→ Listed entries
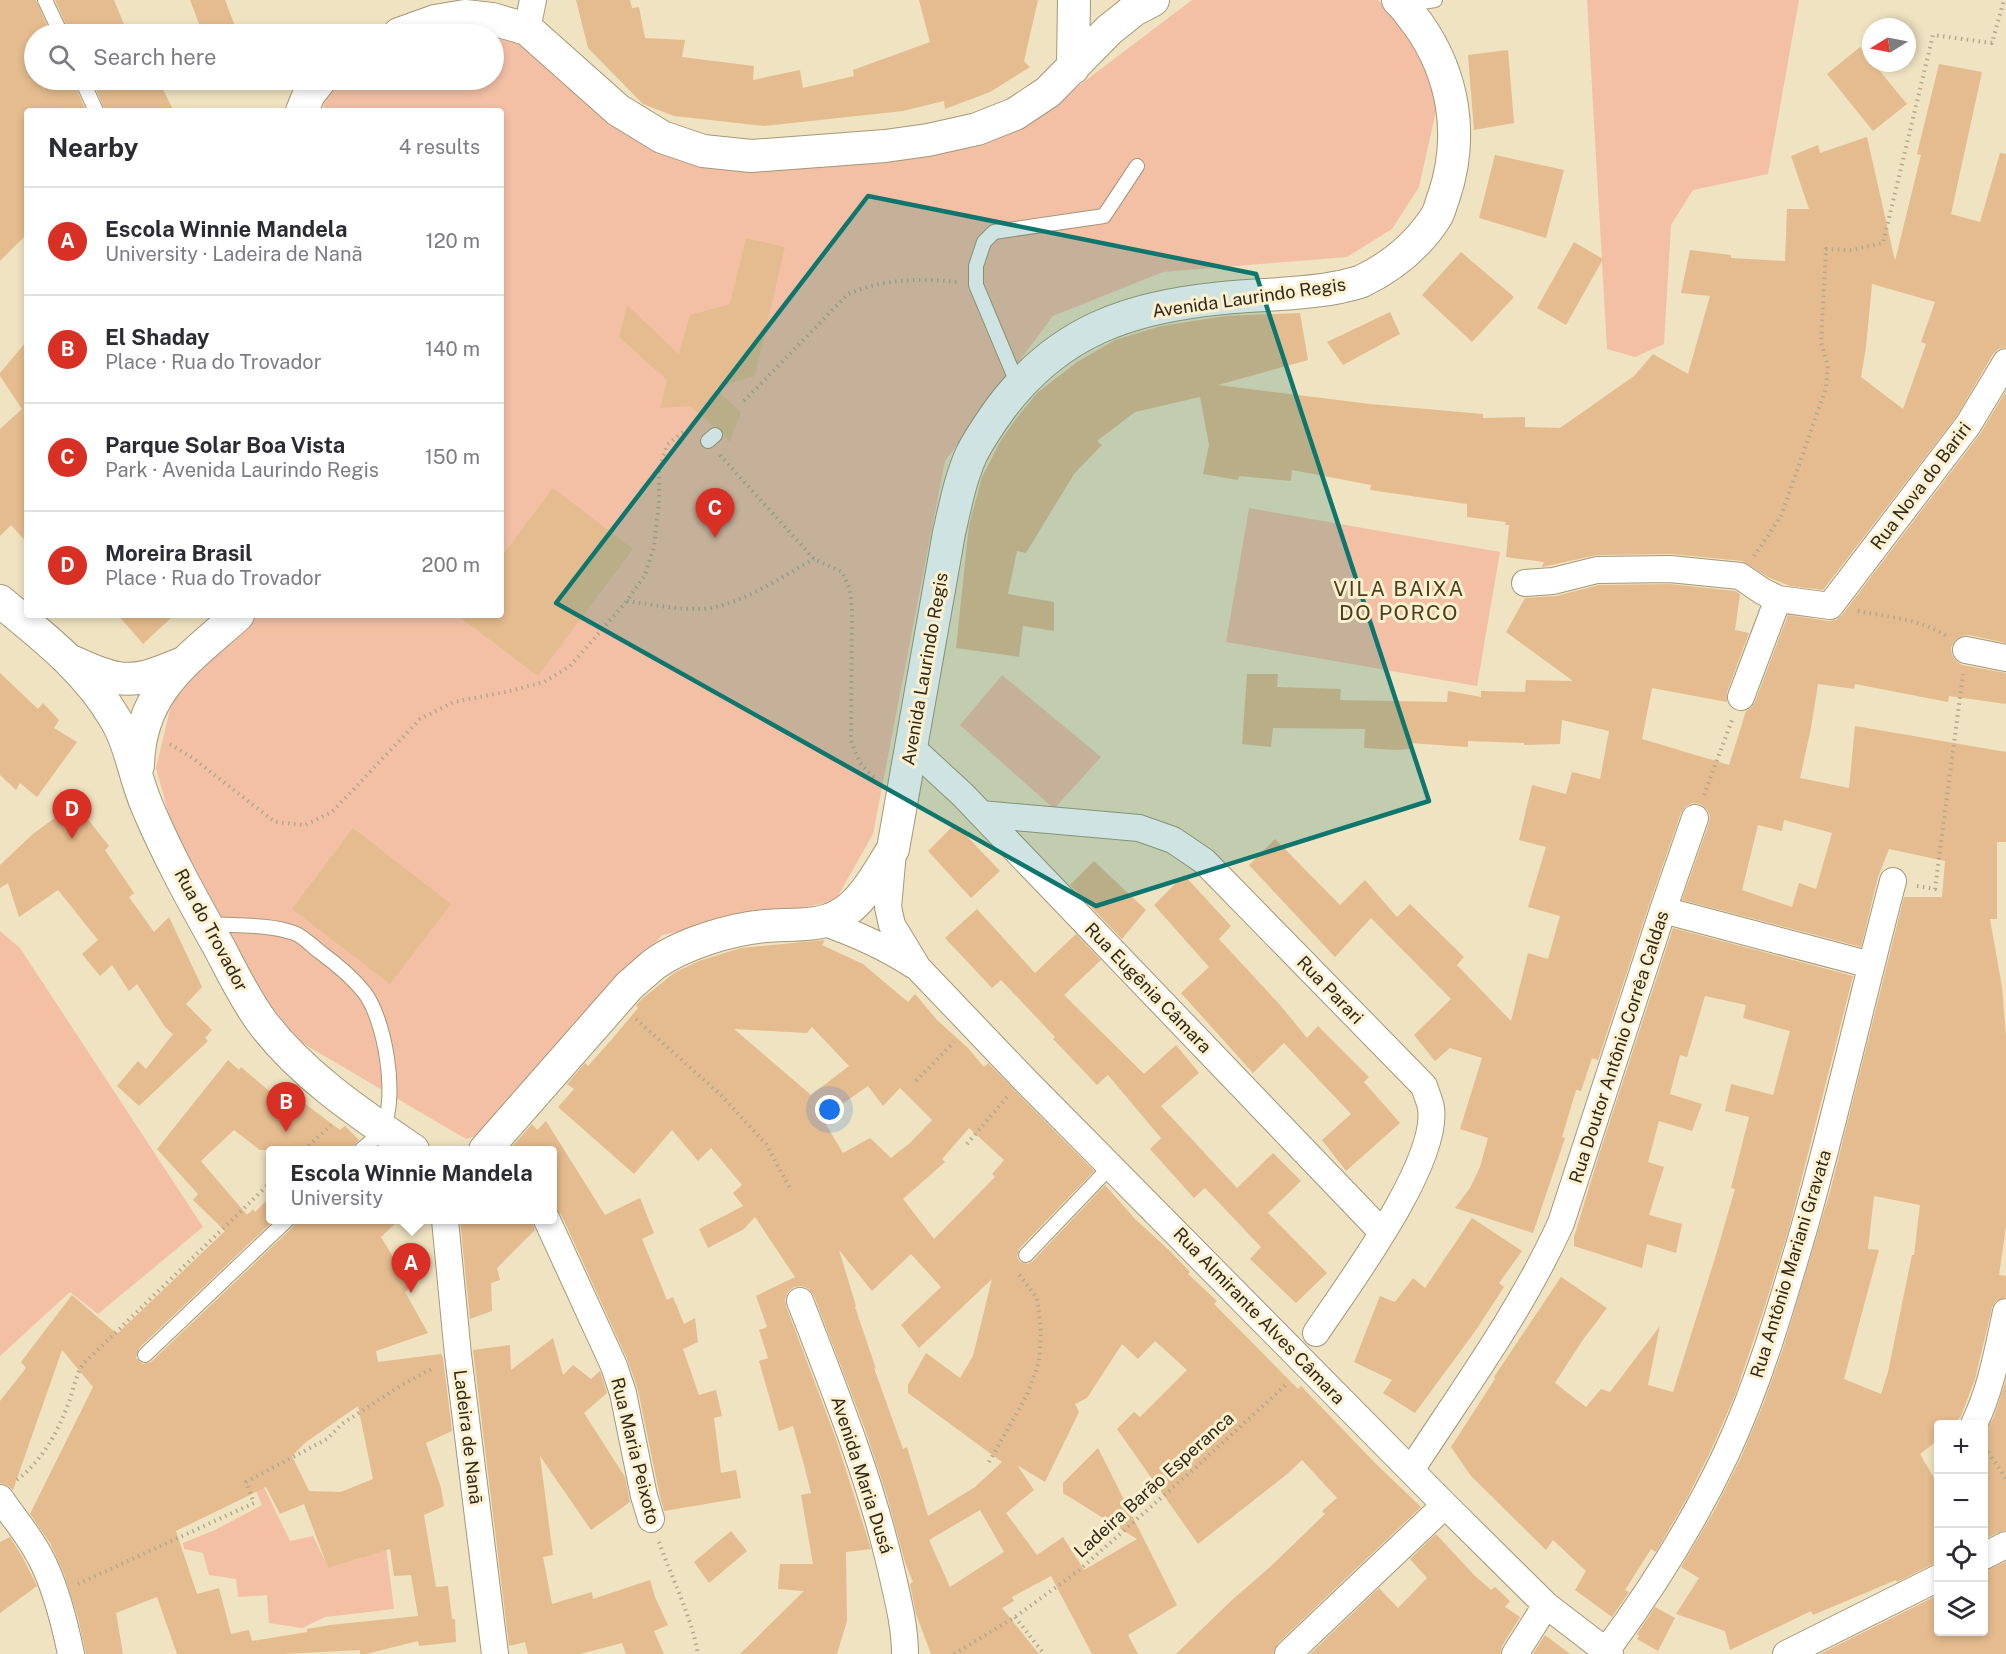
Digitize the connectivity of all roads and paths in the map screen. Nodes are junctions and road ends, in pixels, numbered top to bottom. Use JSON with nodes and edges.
{"nodes":[{"id":1,"x":45,"y":0,"type":"edge"},
{"id":2,"x":1074,"y":0,"type":"edge"},
{"id":3,"x":1153,"y":0,"type":"edge"},
{"id":4,"x":1435,"y":0,"type":"edge"},
{"id":5,"x":2004,"y":0,"type":"edge"},
{"id":6,"x":1401,"y":2,"type":"edge"},
{"id":7,"x":530,"y":14,"type":"edge"},
{"id":8,"x":56,"y":24,"type":"edge"},
{"id":9,"x":427,"y":24,"type":"edge"},
{"id":10,"x":1073,"y":68,"type":"junction"},
{"id":11,"x":87,"y":90,"type":"edge"},
{"id":12,"x":312,"y":90,"type":"edge"},
{"id":13,"x":95,"y":108,"type":"edge"},
{"id":14,"x":303,"y":108,"type":"edge"},
{"id":15,"x":1137,"y":166,"type":"dead end"},
{"id":16,"x":976,"y":285,"type":"junction"},
{"id":17,"x":2006,"y":362,"type":"edge"},
{"id":18,"x":1018,"y":385,"type":"junction"},
{"id":19,"x":744,"y":401,"type":"dead end"},
{"id":20,"x":814,"y":559,"type":"junction"},
{"id":21,"x":1740,"y":576,"type":"junction"},
{"id":22,"x":1525,"y":583,"type":"dead end"},
{"id":23,"x":1778,"y":599,"type":"junction"},
{"id":24,"x":627,"y":601,"type":"junction"},
{"id":25,"x":0,"y":602,"type":"edge"},
{"id":26,"x":1830,"y":606,"type":"junction"},
{"id":27,"x":235,"y":618,"type":"edge"},
{"id":28,"x":1966,"y":650,"type":"junction"},
{"id":29,"x":2006,"y":658,"type":"edge"},
{"id":30,"x":72,"y":662,"type":"junction"},
{"id":31,"x":186,"y":662,"type":"junction"},
{"id":32,"x":1741,"y":697,"type":"joint"},
{"id":33,"x":142,"y":727,"type":"junction"},
{"id":34,"x":912,"y":748,"type":"junction"},
{"id":35,"x":137,"y":776,"type":"junction"},
{"id":36,"x":901,"y":807,"type":"junction"},
{"id":37,"x":981,"y":814,"type":"junction"},
{"id":38,"x":1695,"y":818,"type":"joint"},
{"id":39,"x":893,"y":849,"type":"junction"},
{"id":40,"x":1893,"y":881,"type":"joint"},
{"id":41,"x":1663,"y":910,"type":"junction"},
{"id":42,"x":822,"y":922,"type":"junction"},
{"id":43,"x":206,"y":924,"type":"junction"},
{"id":44,"x":1871,"y":965,"type":"junction"},
{"id":45,"x":918,"y":968,"type":"junction"},
{"id":46,"x":616,"y":1000,"type":"junction"},
{"id":47,"x":971,"y":1024,"type":"junction"},
{"id":48,"x":1023,"y":1078,"type":"junction"},
{"id":49,"x":916,"y":1081,"type":"dead end"},
{"id":50,"x":372,"y":1140,"type":"edge"},
{"id":51,"x":967,"y":1144,"type":"dead end"},
{"id":52,"x":397,"y":1146,"type":"edge"},
{"id":53,"x":492,"y":1146,"type":"edge"},
{"id":54,"x":1111,"y":1166,"type":"junction"},
{"id":55,"x":266,"y":1187,"type":"edge"},
{"id":56,"x":791,"y":1190,"type":"dead end"},
{"id":57,"x":283,"y":1224,"type":"edge"},
{"id":58,"x":445,"y":1224,"type":"edge"},
{"id":59,"x":549,"y":1224,"type":"edge"},
{"id":60,"x":1382,"y":1232,"type":"junction"},
{"id":61,"x":1026,"y":1255,"type":"joint"},
{"id":62,"x":800,"y":1301,"type":"dead end"},
{"id":63,"x":2006,"y":1312,"type":"edge"},
{"id":64,"x":1316,"y":1333,"type":"dead end"},
{"id":65,"x":458,"y":1354,"type":"junction"},
{"id":66,"x":145,"y":1355,"type":"dead end"},
{"id":67,"x":1307,"y":1366,"type":"junction"},
{"id":68,"x":1976,"y":1420,"type":"edge"},
{"id":69,"x":1988,"y":1452,"type":"edge"},
{"id":70,"x":989,"y":1462,"type":"dead end"},
{"id":71,"x":1411,"y":1470,"type":"junction"},
{"id":72,"x":2006,"y":1479,"type":"edge"},
{"id":73,"x":4,"y":1492,"type":"edge"},
{"id":74,"x":1445,"y":1505,"type":"junction"},
{"id":75,"x":651,"y":1519,"type":"joint"},
{"id":76,"x":2006,"y":1545,"type":"edge"},
{"id":77,"x":1988,"y":1554,"type":"edge"},
{"id":78,"x":1934,"y":1580,"type":"edge"},
{"id":79,"x":56,"y":1594,"type":"junction"},
{"id":80,"x":1546,"y":1605,"type":"junction"},
{"id":81,"x":1014,"y":1617,"type":"junction"},
{"id":82,"x":1608,"y":1653,"type":"edge"},
{"id":83,"x":71,"y":1654,"type":"edge"},
{"id":84,"x":495,"y":1654,"type":"edge"},
{"id":85,"x":698,"y":1654,"type":"edge"},
{"id":86,"x":905,"y":1654,"type":"edge"},
{"id":87,"x":954,"y":1654,"type":"edge"},
{"id":88,"x":1044,"y":1654,"type":"edge"},
{"id":89,"x":1288,"y":1654,"type":"edge"},
{"id":90,"x":1515,"y":1654,"type":"edge"},
{"id":91,"x":1786,"y":1654,"type":"edge"}],
"edges":[{"from":1,"to":8,"type":"lane"},
{"from":2,"to":10,"type":"street"},
{"from":3,"to":10,"type":"street"},
{"from":4,"to":6,"type":"lane"},
{"from":5,"to":21,"type":"path"},
{"from":6,"to":18,"type":"street","name":"Avenida Laurindo Regis"},
{"from":7,"to":9,"type":"street"},
{"from":7,"to":10,"type":"street"},
{"from":11,"to":13,"type":"lane"},
{"from":12,"to":14,"type":"street"},
{"from":15,"to":16,"type":"lane"},
{"from":16,"to":18,"type":"lane"},
{"from":16,"to":19,"type":"path"},
{"from":17,"to":26,"type":"street","name":"Rua Nova do Bariri"},
{"from":18,"to":34,"type":"street","name":"Avenida Laurindo Regis"},
{"from":20,"to":24,"type":"path"},
{"from":20,"to":24,"type":"path"},
{"from":20,"to":36,"type":"path"},
{"from":21,"to":22,"type":"street"},
{"from":21,"to":23,"type":"street"},
{"from":23,"to":26,"type":"street"},
{"from":23,"to":32,"type":"street"},
{"from":24,"to":33,"type":"path"},
{"from":25,"to":30,"type":"street"},
{"from":26,"to":28,"type":"path"},
{"from":27,"to":31,"type":"street"},
{"from":28,"to":29,"type":"street"},
{"from":28,"to":40,"type":"path"},
{"from":30,"to":31,"type":"street"},
{"from":30,"to":35,"type":"street","name":"Rua do Trovador"},
{"from":31,"to":33,"type":"street"},
{"from":32,"to":38,"type":"path"},
{"from":33,"to":35,"type":"street"},
{"from":34,"to":36,"type":"street","name":"Avenida Laurindo Regis"},
{"from":34,"to":37,"type":"street","name":"Rua Eugênia Câmara"},
{"from":35,"to":43,"type":"street","name":"Rua do Trovador"},
{"from":36,"to":39,"type":"street","name":"Avenida Laurindo Regis"},
{"from":37,"to":60,"type":"street","name":"Rua Eugênia Câmara"},
{"from":37,"to":60,"type":"street","name":"Rua Parari"},
{"from":38,"to":41,"type":"street","name":"Rua Doutor Antônio Corrêa Caldas"},
{"from":39,"to":42,"type":"street","name":"Avenida Laurindo Regis"},
{"from":39,"to":45,"type":"street","name":"Rua Almirante Alves Câmara"},
{"from":40,"to":44,"type":"street","name":"Rua Antônio Mariani Gravata"},
{"from":41,"to":44,"type":"street"},
{"from":41,"to":71,"type":"street","name":"Rua Doutor Antônio Corrêa Caldas"},
{"from":42,"to":45,"type":"street","name":"Rua Almirante Alves Câmara"},
{"from":42,"to":46,"type":"street"},
{"from":43,"to":50,"type":"street","name":"Rua do Trovador"},
{"from":43,"to":50,"type":"lane"},
{"from":44,"to":82,"type":"street","name":"Rua Antônio Mariani Gravata"},
{"from":45,"to":47,"type":"street","name":"Rua Almirante Alves Câmara"},
{"from":46,"to":53,"type":"street"},
{"from":46,"to":56,"type":"path"},
{"from":47,"to":48,"type":"street","name":"Rua Almirante Alves Câmara"},
{"from":47,"to":49,"type":"path"},
{"from":48,"to":51,"type":"path"},
{"from":48,"to":54,"type":"street","name":"Rua Almirante Alves Câmara"},
{"from":50,"to":52,"type":"street","name":"Rua do Trovador"},
{"from":54,"to":61,"type":"lane"},
{"from":54,"to":67,"type":"street","name":"Rua Almirante Alves Câmara"},
{"from":55,"to":73,"type":"path"},
{"from":57,"to":66,"type":"lane"},
{"from":58,"to":65,"type":"street","name":"Ladeira de Nanã"},
{"from":59,"to":75,"type":"street","name":"Rua Maria Peixoto"},
{"from":60,"to":64,"type":"street","name":"Rua Parari"},
{"from":61,"to":70,"type":"path"},
{"from":62,"to":86,"type":"street","name":"Avenida Maria Dusá"},
{"from":63,"to":68,"type":"street"},
{"from":65,"to":79,"type":"path"},
{"from":65,"to":84,"type":"street","name":"Ladeira de Nanã"},
{"from":67,"to":71,"type":"street","name":"Rua Almirante Alves Câmara"},
{"from":67,"to":81,"type":"path","name":"Ladeira Barão Esperanca"},
{"from":69,"to":72,"type":"path"},
{"from":71,"to":74,"type":"street","name":"Rua Almirante Alves Câmara"},
{"from":73,"to":79,"type":"street"},
{"from":74,"to":80,"type":"street","name":"Rua Almirante Alves Câmara"},
{"from":74,"to":89,"type":"street"},
{"from":75,"to":85,"type":"path","name":"Rua Maria Peixoto"},
{"from":76,"to":77,"type":"street"},
{"from":78,"to":91,"type":"street"},
{"from":79,"to":83,"type":"street"},
{"from":80,"to":82,"type":"street","name":"Rua Almirante Alves Câmara"},
{"from":80,"to":90,"type":"street"},
{"from":81,"to":87,"type":"path","name":"Ladeira Barão Esperanca"},
{"from":81,"to":88,"type":"path"}]}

→ Task item
Copy each line above that contains the string "lane".

→ Your response
"edges":[{"from":1,"to":8,"type":"lane"},
{"from":4,"to":6,"type":"lane"},
{"from":11,"to":13,"type":"lane"},
{"from":15,"to":16,"type":"lane"},
{"from":16,"to":18,"type":"lane"},
{"from":43,"to":50,"type":"lane"},
{"from":54,"to":61,"type":"lane"},
{"from":57,"to":66,"type":"lane"},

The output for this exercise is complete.